In May 2004, NASCAR announced that they and Texas Speedway had reached a settlement. As part of the settlement ISC sold North Carolina Speedway to SMI, who in turn gave the race to Texas. This not only cost Rockingham its Nextel Cup date, but left it with no dates in any of NASCAR's national racing series in 2005 (the track's remaining Busch Series date was removed, and at the time the track had never had a Truck series date). However, the loss of a NASCAR presence would ultimately prove a blessing in disguise for Rockingham; it is now one of the most heavily used venues for testing by NASCAR teams now that testing is prohibited at any track that hosts races in any NASCAR touring series.

The second track to lose a race was Darlington, whose slot in the Chase for the Nextel Cup was given to Texas.
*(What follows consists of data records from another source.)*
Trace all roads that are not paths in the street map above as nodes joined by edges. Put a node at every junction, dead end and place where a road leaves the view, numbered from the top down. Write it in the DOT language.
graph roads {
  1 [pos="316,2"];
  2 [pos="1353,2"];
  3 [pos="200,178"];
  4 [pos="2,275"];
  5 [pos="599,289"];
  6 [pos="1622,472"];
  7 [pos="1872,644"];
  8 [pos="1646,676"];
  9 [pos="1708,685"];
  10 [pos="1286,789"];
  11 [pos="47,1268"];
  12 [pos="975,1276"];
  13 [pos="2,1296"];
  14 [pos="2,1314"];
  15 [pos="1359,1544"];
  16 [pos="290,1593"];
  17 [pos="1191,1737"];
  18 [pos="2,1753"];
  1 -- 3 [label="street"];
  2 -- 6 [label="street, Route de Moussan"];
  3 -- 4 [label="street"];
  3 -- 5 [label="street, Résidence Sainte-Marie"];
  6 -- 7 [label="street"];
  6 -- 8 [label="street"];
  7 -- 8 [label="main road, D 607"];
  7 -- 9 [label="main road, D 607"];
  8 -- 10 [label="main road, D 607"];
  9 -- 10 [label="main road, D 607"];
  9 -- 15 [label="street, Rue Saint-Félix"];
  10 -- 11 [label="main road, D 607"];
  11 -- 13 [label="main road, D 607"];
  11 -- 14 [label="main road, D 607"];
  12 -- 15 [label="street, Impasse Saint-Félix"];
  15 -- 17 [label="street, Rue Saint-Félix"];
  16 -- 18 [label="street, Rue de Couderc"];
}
Darlington was then left with its spring date, which was moved to Mother's Day weekend (a traditional off-weekend for the Cup Series) and lengthened to 500 miles.
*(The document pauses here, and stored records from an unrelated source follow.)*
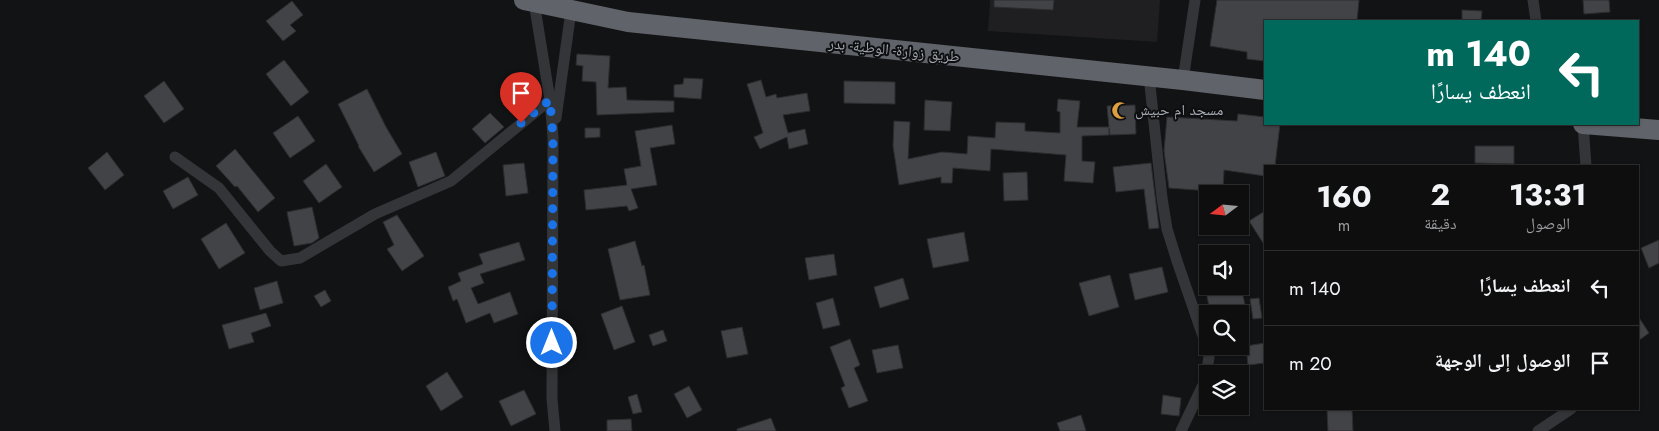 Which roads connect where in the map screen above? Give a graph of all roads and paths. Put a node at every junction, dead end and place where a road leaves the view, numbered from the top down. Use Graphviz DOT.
graph roads {
  1 [pos="1195,0"];
  2 [pos="1533,0"];
  3 [pos="529,1"];
  4 [pos="570,11"];
  5 [pos="1536,20"];
  6 [pos="1149,76"];
  7 [pos="1183,80"];
  8 [pos="1264,90"];
  9 [pos="550,100"];
  10 [pos="1583,125"];
  11 [pos="1596,125"];
  12 [pos="1659,130"];
  13 [pos="553,137"];
  14 [pos="175,157"];
  15 [pos="1586,165"];
  16 [pos="1570,410"];
  17 [pos="555,431"];
  18 [pos="1181,431"];
  19 [pos="1538,431"];
  1 -- 7 [label="street"];
  2 -- 5 [label="street"];
  3 -- 4 [label="highway, طريق زوارة- الوطية- بدر"];
  3 -- 9 [label="street"];
  4 -- 6 [label="highway, طريق زوارة- الوطية- بدر"];
  4 -- 13 [label="street"];
  6 -- 7 [label="highway, طريق زوارة- الوطية- بدر"];
  6 -- 18 [label="street"];
  7 -- 8 [label="highway, طريق زوارة- الوطية- بدر"];
  9 -- 13 [label="street"];
  9 -- 14 [label="street"];
  10 -- 15 [label="street"];
  11 -- 12 [label="highway"];
  13 -- 17 [label="street"];
  16 -- 19 [label="street"];
}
In addition to Texas gaining a second race, for the first time since its debut on the Cup schedule in 1988 Phoenix was granted a second date, this one in an early season slot following the spring race at Texas.

NASCAR also moved the Auto Club 500, the spring race at Fontana, into Rockingham's slot on the schedule (the race immediately following the Daytona 500.)
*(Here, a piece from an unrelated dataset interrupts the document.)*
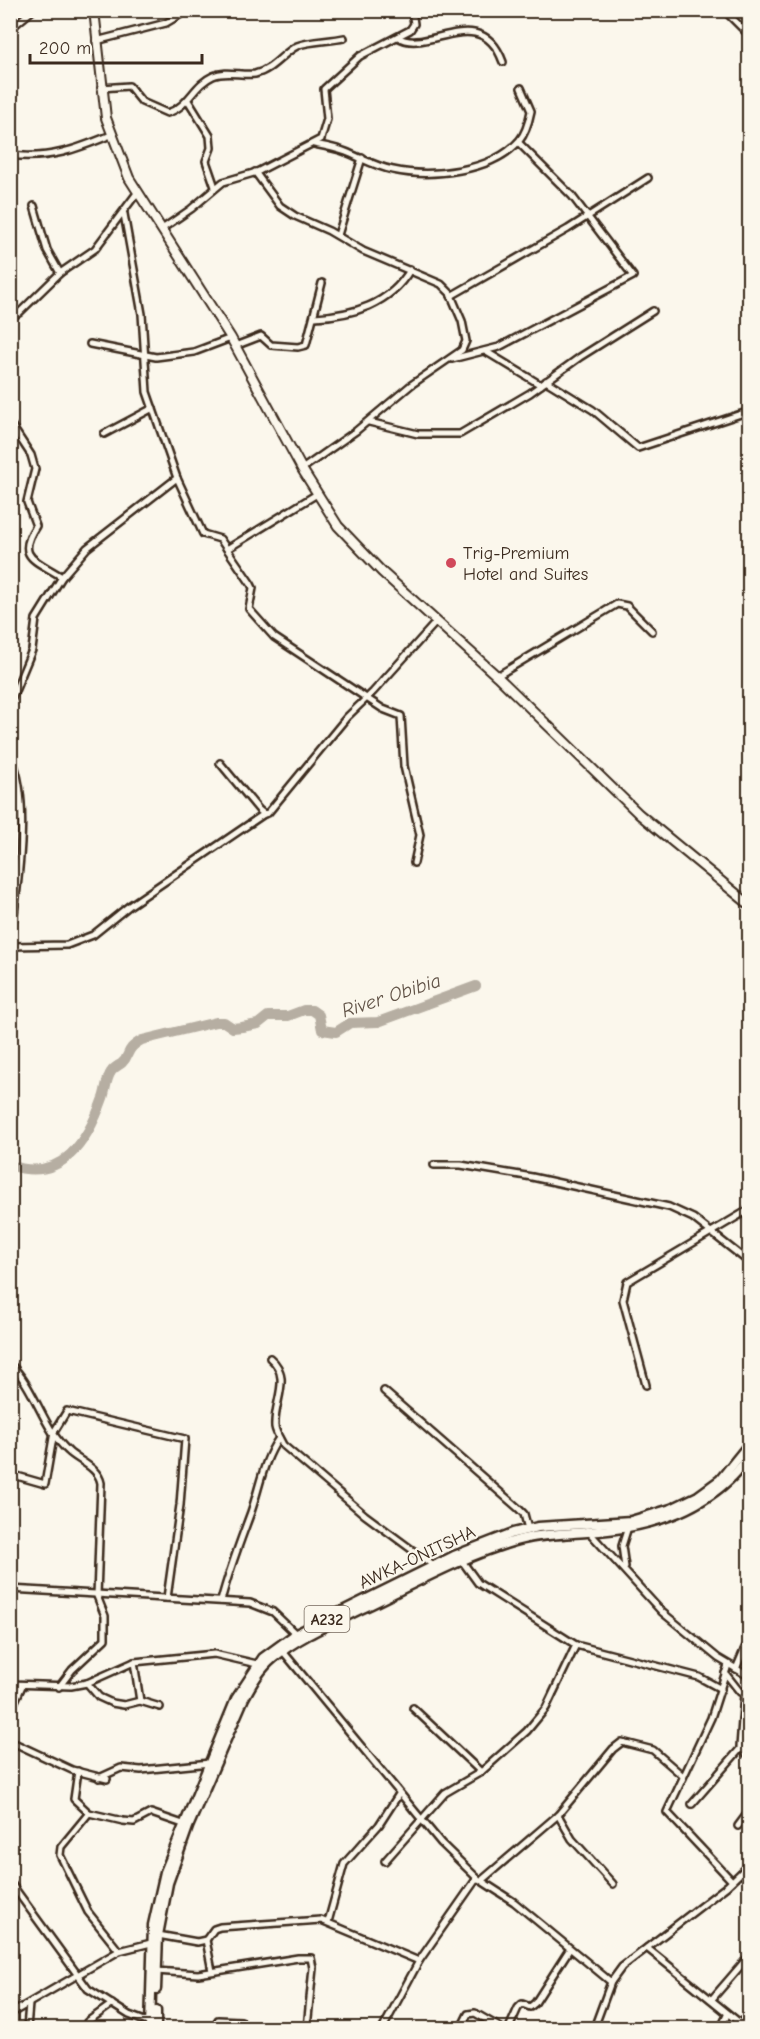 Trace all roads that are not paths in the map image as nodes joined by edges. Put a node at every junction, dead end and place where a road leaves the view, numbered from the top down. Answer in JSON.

=== Realignment 2006–2007 ===
After its Cup Series realignment plans, NASCAR turned to its second national series, the Busch Series, for realignment in 2006. ISC purchased Pikes Peak International Raceway in Fountain, Colorado and immediately took its race from the Busch schedule, replacing it with an event at Martinsville Speedway.

As quickly as the race at Martinsville was added to the schedule, it was removed in favor of a race in Canada at Circuit Gilles Villeneuve, adding a third road course to the series schedule.

The Nextel Cup Series schedule was left untouched during this time.

==== Reasons for Rockingham and Darlington losing their races ====
NASCAR has stated that Rockingham and Darlington lost their dates because they were not selling all the tickets for those events, and that giving Darlington only one date would make a sellout more likely since it would be the only race taking place there the following year.

Also, races at both tracks had been affected by rain many times over the past few years. Even if there was no rain, it was usually overcast. Darlington's only race taking place in May also put the scheduling of the race in the peak tornado season in the Southeast.

However, Darlington's future seems secure, with a total sellout for the lone race from 2005 through 2008, and with many major projects being planned or done at the speedway. Due to the sellouts the track owners have considered adding more seats.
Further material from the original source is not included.